Material shown –
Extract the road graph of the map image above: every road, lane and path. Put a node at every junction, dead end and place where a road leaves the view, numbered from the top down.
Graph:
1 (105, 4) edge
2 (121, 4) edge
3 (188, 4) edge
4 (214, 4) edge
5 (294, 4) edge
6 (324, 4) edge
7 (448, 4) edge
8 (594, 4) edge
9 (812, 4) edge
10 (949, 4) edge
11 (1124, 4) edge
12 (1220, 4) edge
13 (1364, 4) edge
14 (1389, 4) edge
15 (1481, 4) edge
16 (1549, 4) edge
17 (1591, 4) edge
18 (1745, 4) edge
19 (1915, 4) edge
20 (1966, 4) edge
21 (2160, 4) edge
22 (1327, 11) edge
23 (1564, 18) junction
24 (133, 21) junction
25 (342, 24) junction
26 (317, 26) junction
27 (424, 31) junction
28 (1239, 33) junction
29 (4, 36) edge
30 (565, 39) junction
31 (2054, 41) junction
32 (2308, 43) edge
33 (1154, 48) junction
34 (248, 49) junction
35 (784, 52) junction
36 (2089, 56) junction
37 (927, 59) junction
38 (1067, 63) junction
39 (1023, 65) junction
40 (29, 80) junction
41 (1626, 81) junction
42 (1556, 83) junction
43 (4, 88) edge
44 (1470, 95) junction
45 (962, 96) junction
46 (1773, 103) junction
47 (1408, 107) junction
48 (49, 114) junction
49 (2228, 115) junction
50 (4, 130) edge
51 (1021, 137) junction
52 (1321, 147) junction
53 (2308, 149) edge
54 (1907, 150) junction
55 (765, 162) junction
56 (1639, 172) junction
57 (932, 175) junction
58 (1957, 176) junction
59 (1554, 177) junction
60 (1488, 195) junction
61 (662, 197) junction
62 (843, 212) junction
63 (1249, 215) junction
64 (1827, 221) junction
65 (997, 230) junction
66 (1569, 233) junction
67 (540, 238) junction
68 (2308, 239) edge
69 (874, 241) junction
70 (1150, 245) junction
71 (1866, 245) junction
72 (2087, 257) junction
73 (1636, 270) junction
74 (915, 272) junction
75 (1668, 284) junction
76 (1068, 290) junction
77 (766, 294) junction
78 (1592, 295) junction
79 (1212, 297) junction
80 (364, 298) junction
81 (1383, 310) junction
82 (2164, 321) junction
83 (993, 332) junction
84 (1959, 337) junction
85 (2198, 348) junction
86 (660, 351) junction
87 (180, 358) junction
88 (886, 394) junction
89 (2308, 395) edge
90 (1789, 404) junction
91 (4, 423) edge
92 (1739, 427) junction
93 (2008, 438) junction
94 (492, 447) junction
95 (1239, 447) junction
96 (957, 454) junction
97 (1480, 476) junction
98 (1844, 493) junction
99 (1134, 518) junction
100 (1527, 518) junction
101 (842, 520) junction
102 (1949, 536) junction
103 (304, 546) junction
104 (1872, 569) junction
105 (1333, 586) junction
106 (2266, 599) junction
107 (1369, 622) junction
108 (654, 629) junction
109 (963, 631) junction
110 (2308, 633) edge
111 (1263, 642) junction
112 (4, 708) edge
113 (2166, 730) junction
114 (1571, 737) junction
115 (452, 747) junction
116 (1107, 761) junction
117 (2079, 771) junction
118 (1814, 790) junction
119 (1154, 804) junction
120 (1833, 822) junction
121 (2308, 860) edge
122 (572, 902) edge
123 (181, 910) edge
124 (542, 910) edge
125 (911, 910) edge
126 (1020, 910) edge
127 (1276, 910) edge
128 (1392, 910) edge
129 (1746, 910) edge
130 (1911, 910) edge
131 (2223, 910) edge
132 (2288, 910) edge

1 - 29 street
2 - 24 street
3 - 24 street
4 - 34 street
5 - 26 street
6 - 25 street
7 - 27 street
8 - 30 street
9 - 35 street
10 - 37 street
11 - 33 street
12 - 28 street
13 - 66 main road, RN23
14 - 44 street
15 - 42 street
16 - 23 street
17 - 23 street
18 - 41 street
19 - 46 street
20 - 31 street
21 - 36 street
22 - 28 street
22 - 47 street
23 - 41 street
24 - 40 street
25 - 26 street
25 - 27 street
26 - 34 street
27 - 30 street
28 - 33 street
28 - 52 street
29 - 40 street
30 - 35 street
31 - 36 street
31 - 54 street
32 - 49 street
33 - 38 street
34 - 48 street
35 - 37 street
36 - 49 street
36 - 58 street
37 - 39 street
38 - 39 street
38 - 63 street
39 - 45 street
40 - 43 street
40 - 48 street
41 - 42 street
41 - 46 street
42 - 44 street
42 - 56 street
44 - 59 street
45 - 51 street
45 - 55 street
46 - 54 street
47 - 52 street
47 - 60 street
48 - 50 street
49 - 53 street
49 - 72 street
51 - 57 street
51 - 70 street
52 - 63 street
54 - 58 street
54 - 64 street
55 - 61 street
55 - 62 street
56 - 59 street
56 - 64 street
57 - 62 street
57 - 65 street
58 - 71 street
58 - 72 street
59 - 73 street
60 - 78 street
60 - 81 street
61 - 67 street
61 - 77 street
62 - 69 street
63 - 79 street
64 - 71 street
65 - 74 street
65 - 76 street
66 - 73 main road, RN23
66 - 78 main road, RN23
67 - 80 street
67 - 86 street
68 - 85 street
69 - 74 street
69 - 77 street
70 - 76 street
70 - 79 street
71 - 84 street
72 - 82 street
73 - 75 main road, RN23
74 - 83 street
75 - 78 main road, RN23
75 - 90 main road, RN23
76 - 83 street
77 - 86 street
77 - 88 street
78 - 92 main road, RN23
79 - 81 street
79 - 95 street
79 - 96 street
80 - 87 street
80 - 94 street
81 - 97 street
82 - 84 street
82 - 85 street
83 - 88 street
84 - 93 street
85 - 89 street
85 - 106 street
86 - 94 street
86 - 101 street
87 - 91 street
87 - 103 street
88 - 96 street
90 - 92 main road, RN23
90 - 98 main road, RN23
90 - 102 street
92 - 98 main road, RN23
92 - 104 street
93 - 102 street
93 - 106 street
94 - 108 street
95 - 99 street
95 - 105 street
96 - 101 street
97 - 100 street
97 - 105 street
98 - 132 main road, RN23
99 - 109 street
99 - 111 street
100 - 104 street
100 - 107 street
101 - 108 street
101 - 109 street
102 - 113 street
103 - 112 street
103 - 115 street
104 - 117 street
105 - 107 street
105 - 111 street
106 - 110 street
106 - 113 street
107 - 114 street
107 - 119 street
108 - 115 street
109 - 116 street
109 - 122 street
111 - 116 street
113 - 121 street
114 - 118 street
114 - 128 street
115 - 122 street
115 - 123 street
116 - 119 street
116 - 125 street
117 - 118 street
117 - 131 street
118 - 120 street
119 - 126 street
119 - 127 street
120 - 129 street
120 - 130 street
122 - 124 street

What the task requires – If a line above holds the word "road", count it; then say how many such lines there are and nothing else.

Expected output – 12